Par intention d’emploi

Par intention d’emploi

Il faut inclure dans ce critère ce qu’on veut pouvoir faire avec le hangar une fois érigé, et les circonstances de son érection, voire de son déplacement.

Les intentions d’emploi des hangars ont pu varier selon les époques, mais on peut néanmoins y trouver une certaine continuité. Nous distinguerons ici les besoins des opérations aériennes de ceux liés au stationnement et au soutien.

Au niveau opérationnel

Les besoins militaires et civils sont différents

Les avions militaires sont souvent dispersés et – au mieux – abrités individuellement ou en petit nombre, dans des hangars de dimensions juste suffisantes. Selon les circonstances, ces abris peuvent être plus ou moins déplaçables ou – inversement – plus ou moins protecteurs.

La panoplie s’étend donc de la tente à l’abri bétonné, en passant par les structures démontables, avec charpente et revêtement ou autoportante.

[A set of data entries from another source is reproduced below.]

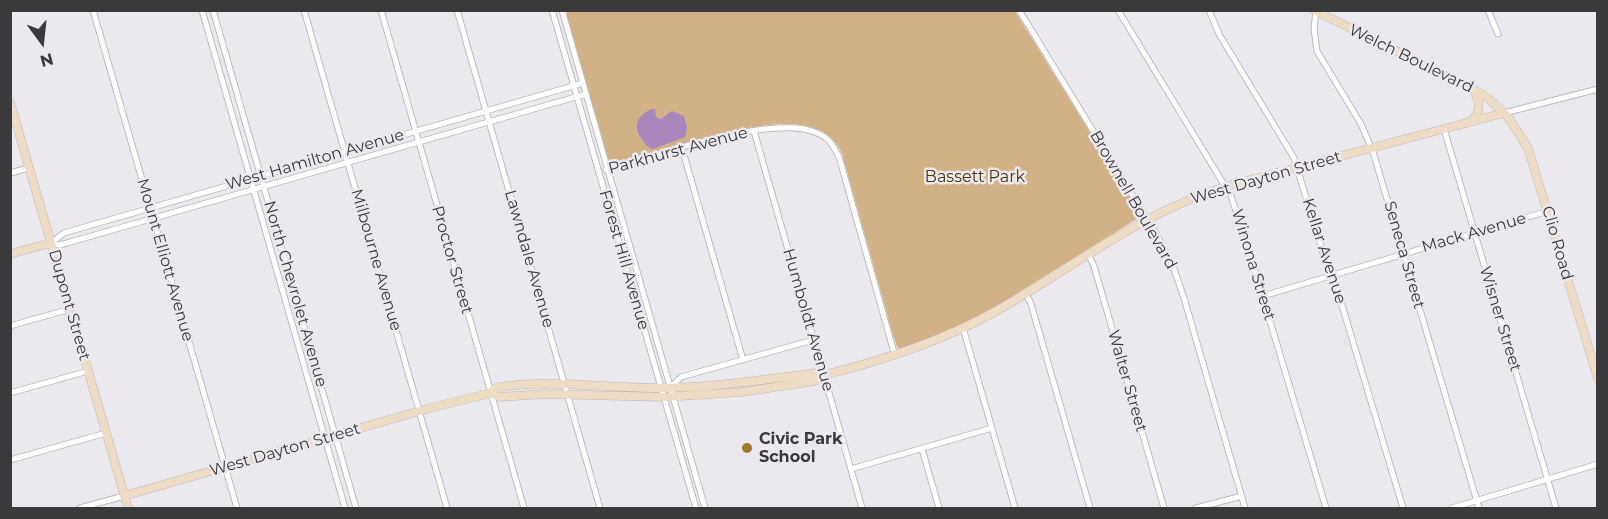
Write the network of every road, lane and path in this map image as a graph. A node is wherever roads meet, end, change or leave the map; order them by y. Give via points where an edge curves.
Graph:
1 (93, 10) edge
2 (202, 10) edge
3 (213, 10) edge
4 (304, 10) edge
5 (381, 10) edge
6 (457, 10) edge
7 (562, 10) edge
8 (1019, 10) edge
9 (1118, 10) edge
10 (1209, 10) edge
11 (1488, 10) edge
12 (553, 11) edge
13 (1316, 11) edge
14 (1498, 34) dead end
15 (223, 45) junction
16 (213, 48) junction
17 (583, 83) junction
18 (574, 86) junction
19 (1470, 87) junction
20 (1598, 89) edge
21 (586, 94) junction
22 (578, 97) junction
23 (10, 102) edge
24 (486, 111) junction
25 (1504, 113) junction
26 (489, 122) junction
27 (1466, 123) junction
28 (1444, 129) junction
29 (416, 131) junction
30 (754, 131) junction
31 (419, 142) junction
32 (682, 148) junction
33 (1372, 148) junction
34 (345, 152) junction
35 (348, 162) junction
36 (29, 168) junction
37 (1298, 168) junction
38 (608, 169) junction
39 (599, 172) junction
40 (10, 173) edge
41 (260, 176) junction
42 (250, 179) junction
43 (1227, 186) junction
44 (264, 187) junction
45 (253, 190) junction
46 (150, 208) junction
47 (1548, 212) junction
48 (1147, 218) junction
49 (153, 219) junction
50 (1474, 233) junction
51 (51, 243) junction
52 (10, 254) edge
53 (1088, 254) junction
54 (1404, 254) junction
55 (1332, 275) junction
56 (639, 277) junction
57 (630, 279) junction
58 (1026, 293) junction
59 (1263, 296) junction
60 (70, 309) junction
61 (299, 309) junction
62 (288, 312) junction
63 (10, 326) edge
64 (963, 328) junction
65 (813, 340) junction
66 (659, 345) junction
67 (649, 348) junction
68 (895, 356) junction
69 (743, 360) junction
70 (88, 371) junction
71 (824, 375) junction
72 (1598, 379) edge
73 (565, 384) junction
74 (671, 387) junction
75 (753, 387) junction
76 (661, 388) junction
77 (10, 393) edge
78 (491, 393) junction
79 (568, 394) junction
80 (664, 397) junction
81 (673, 397) junction
82 (420, 411) junction
83 (992, 428) junction
84 (106, 434) junction
85 (336, 435) junction
86 (325, 439) junction
87 (922, 449) junction
88 (10, 460) edge
89 (1598, 464) edge
90 (225, 467) junction
91 (851, 469) junction
92 (694, 472) junction
93 (686, 474) junction
94 (1547, 479) junction
95 (124, 496) junction
96 (1242, 496) junction
97 (353, 499) junction
98 (343, 501) junction
99 (1477, 501) junction
100 (80, 508) edge
101 (128, 508) edge
102 (237, 508) edge
103 (345, 508) edge
104 (356, 508) edge
105 (447, 508) edge
106 (524, 508) edge
107 (600, 508) edge
108 (696, 508) edge
109 (705, 508) edge
110 (862, 508) edge
111 (939, 508) edge
112 (1015, 508) edge
113 (1090, 508) edge
114 (1164, 508) edge
115 (1196, 508) edge
116 (1245, 508) edge
117 (1326, 508) edge
118 (1403, 508) edge
119 (1452, 508) edge
120 (1479, 508) edge
121 (1556, 508) edge

1 - 46 street, Mount Elliott Avenue
2 - 16 street, North Chevrolet Avenue
3 - 15 street, North Chevrolet Avenue
4 - 34 street, Milbourne Avenue
5 - 29 street, Proctor Street
6 - 24 street, Lawndale Avenue
7 - 17 street, Forest Hill Avenue
8 - 48 street, Brownell Boulevard
9 - 43 street, Winona Street
10 - 37 street, Kellar Avenue
11 - 14 street
12 - 18 street, Forest Hill Avenue
13 - 19 street, Welch Boulevard
13 - 33 street, Seneca Street via 1317,51
15 - 16 street
15 - 41 street, North Chevrolet Avenue
16 - 42 street, North Chevrolet Avenue
17 - 18 street, West Hamilton Avenue
17 - 21 street, Forest Hill Avenue
18 - 22 street, Forest Hill Avenue
18 - 24 street, West Hamilton Avenue
19 - 25 street, Welch Boulevard
19 - 27 street via 1479,108
20 - 25 street, West Dayton Street
21 - 22 street, West Hamilton Avenue
21 - 38 street, Forest Hill Avenue
22 - 26 street, West Hamilton Avenue
22 - 39 street, Forest Hill Avenue
23 - 36 street, Dupont Street
24 - 26 street, Lawndale Avenue
24 - 29 street, West Hamilton Avenue
25 - 27 street, West Dayton Street
25 - 47 street, Clio Road via 1528,148
26 - 31 street, West Hamilton Avenue
26 - 73 street, Lawndale Avenue
27 - 28 street, West Dayton Street
28 - 33 street, West Dayton Street
28 - 50 street, Wisner Street
29 - 31 street, Proctor Street
29 - 34 street, West Hamilton Avenue
30 - 32 street, Parkhurst Avenue
30 - 65 street, Humboldt Avenue
30 - 68 street, Parkhurst Avenue via 802,129 817,132 833,145
31 - 35 street, West Hamilton Avenue
31 - 78 street, Proctor Street
32 - 38 street, Parkhurst Avenue
32 - 69 street
33 - 37 street, West Dayton Street
33 - 54 street, Seneca Street
34 - 35 street, Milbourne Avenue
34 - 41 street, West Hamilton Avenue
35 - 44 street, West Hamilton Avenue
35 - 82 street, Milbourne Avenue
36 - 40 street
36 - 51 street, Dupont Street
37 - 43 street, West Dayton Street
37 - 55 street, Kellar Avenue
38 - 39 street, Parkhurst Avenue
38 - 56 street, Forest Hill Avenue
39 - 57 street, Forest Hill Avenue
41 - 42 street, West Hamilton Avenue
41 - 44 street, North Chevrolet Avenue
42 - 45 street, North Chevrolet Avenue
42 - 46 street, West Hamilton Avenue
43 - 48 street, West Dayton Street
43 - 59 street, Winona Street
44 - 45 street, West Hamilton Avenue
44 - 61 street, North Chevrolet Avenue
45 - 49 street, West Hamilton Avenue
45 - 62 street, North Chevrolet Avenue
46 - 49 street, Mount Elliott Avenue
46 - 51 street, West Hamilton Avenue via 64,233
47 - 50 street, Mack Avenue
47 - 72 street, Clio Road
48 - 53 street, West Dayton Street
48 - 96 street, Brownell Boulevard via 1182,290
49 - 51 street, West Hamilton Avenue via 67,243
49 - 90 street, Mount Elliott Avenue
50 - 54 street, Mack Avenue
50 - 94 street, Wisner Street
51 - 52 street, West Hamilton Avenue
51 - 60 street, Dupont Street
53 - 58 street, West Dayton Street
53 - 114 street, Walter Street
54 - 55 street, Mack Avenue
54 - 99 street, Seneca Street
55 - 59 street, Mack Avenue
55 - 118 street, Kellar Avenue
56 - 57 street
56 - 66 street, Forest Hill Avenue
57 - 67 street, Forest Hill Avenue
58 - 64 street, West Dayton Street
58 - 113 street
59 - 117 street, Winona Street
60 - 63 street
60 - 70 street, Dupont Street
61 - 62 street
61 - 85 street, North Chevrolet Avenue
62 - 86 street, North Chevrolet Avenue
64 - 68 street, West Dayton Street
64 - 83 street
65 - 69 street
65 - 71 street, Humboldt Avenue
66 - 67 street
66 - 74 street, Forest Hill Avenue
67 - 76 street, Forest Hill Avenue
68 - 71 street, West Dayton Street
69 - 74 street via 681,377
70 - 77 street
70 - 84 street, Dupont Street
71 - 75 street, West Dayton Street via 815,381
71 - 91 street, Humboldt Avenue
73 - 76 street, West Dayton Street
73 - 78 street, West Dayton Street via 502,386
73 - 79 street, Lawndale Avenue
74 - 75 street, West Dayton Street
74 - 76 street, West Dayton Street
74 - 80 street
74 - 81 street, Forest Hill Avenue
75 - 81 street, West Dayton Street
76 - 80 street, Forest Hill Avenue
78 - 79 street, West Dayton Street via 499,397
78 - 82 street, West Dayton Street
78 - 106 street, Proctor Street
79 - 80 street, West Dayton Street
79 - 107 street, Lawndale Avenue
80 - 81 street, West Dayton Street
80 - 93 street, Forest Hill Avenue
81 - 92 street, Forest Hill Avenue
82 - 85 street, West Dayton Street
82 - 105 street, Milbourne Avenue
83 - 87 street
83 - 112 street
84 - 88 street
84 - 95 street, Dupont Street
85 - 86 street, West Dayton Street
85 - 97 street, North Chevrolet Avenue
86 - 90 street, West Dayton Street
86 - 98 street, North Chevrolet Avenue
87 - 91 street
87 - 111 street
89 - 94 street
90 - 95 street, West Dayton Street
90 - 102 street, Mount Elliott Avenue
91 - 110 street, Humboldt Avenue
92 - 93 street
92 - 109 street, Forest Hill Avenue
93 - 108 street, Forest Hill Avenue
94 - 99 street
94 - 121 street, Wisner Street
95 - 100 street, West Dayton Street
95 - 101 street, Dupont Street
96 - 115 street
96 - 116 street, Brownell Boulevard
97 - 98 street
97 - 104 street, North Chevrolet Avenue
98 - 103 street, North Chevrolet Avenue
99 - 119 street
99 - 120 street, Seneca Street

On utilise pour les charpentes du bois, de l’acier ou des alliages légers, et pour le revêtement la toile ou les tôles d’acier ou d’aluminium.

Parallèlement, les systèmes de camouflage, qu’ils soient utilisés seuls ou en complément des abris, ou même intégrés à ceux-ci, font appel à des techniques similaires, le filet remplaçant par exemple la toile.

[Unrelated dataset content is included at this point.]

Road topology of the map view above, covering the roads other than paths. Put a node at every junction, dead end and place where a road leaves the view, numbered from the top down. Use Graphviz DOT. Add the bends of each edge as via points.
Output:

Pour ces ouvrages, la problématique technique est différente de celle des grands hangars.

Pour les avions civils, il n’y a pas à proprement parler de hangars destinés aux opérations aériennes. La plupart des activités se font à découvert. Néanmoins, les solutions adoptées pour les opérations militaires peuvent, avec des exigences moindres dans certains aspects, satisfaire les besoins de l’aviation légère. Ainsi, nombreux sont les hangars « de campagne » restés en place qui de ce fait été sauvegardés.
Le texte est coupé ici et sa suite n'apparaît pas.